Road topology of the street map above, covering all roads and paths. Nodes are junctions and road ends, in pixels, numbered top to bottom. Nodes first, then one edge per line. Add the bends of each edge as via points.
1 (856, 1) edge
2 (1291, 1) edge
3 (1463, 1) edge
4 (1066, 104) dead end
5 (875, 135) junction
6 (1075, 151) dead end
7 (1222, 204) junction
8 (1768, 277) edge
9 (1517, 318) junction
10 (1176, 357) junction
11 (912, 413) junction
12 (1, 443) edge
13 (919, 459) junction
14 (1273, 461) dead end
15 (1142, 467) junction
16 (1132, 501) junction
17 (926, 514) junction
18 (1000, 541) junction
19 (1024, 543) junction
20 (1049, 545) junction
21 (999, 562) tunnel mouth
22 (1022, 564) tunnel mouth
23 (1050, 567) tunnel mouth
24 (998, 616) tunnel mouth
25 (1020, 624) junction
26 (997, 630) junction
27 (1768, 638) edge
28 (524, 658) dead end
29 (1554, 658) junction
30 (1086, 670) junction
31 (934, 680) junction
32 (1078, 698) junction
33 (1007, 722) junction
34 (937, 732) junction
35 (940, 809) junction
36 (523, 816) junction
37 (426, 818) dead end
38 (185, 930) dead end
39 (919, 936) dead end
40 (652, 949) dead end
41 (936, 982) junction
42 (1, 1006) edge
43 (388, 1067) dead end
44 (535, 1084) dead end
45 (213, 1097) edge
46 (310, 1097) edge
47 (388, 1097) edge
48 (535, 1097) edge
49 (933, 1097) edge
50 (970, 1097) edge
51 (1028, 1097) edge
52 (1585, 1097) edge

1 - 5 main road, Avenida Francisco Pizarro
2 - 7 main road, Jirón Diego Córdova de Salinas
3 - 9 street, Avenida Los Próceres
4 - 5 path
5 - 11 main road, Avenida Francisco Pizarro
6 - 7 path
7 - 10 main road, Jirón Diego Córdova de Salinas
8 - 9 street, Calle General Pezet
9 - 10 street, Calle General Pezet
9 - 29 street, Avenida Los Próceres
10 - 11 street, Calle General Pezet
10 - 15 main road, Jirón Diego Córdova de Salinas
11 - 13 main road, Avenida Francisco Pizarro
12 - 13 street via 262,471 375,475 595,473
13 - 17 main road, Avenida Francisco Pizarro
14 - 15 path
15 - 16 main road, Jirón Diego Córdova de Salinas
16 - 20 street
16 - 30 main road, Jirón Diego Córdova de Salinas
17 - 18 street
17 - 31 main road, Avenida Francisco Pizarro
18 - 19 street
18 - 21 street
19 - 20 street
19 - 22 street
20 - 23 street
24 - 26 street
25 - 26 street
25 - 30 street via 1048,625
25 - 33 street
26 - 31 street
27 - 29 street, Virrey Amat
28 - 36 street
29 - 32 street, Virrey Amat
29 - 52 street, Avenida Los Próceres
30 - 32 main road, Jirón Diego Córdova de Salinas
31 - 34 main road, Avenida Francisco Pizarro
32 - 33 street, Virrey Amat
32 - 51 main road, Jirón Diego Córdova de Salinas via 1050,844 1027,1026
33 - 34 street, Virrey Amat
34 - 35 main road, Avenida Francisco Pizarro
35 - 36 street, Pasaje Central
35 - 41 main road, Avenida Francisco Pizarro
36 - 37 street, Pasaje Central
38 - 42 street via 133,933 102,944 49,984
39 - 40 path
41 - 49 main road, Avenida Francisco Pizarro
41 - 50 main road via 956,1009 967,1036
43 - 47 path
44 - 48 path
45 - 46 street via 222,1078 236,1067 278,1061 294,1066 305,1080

PROMPT » Out of the preceding entries, pull every line containing the string "Calle".

EXPECTED ANSWER »
8 - 9 street, Calle General Pezet
9 - 10 street, Calle General Pezet
10 - 11 street, Calle General Pezet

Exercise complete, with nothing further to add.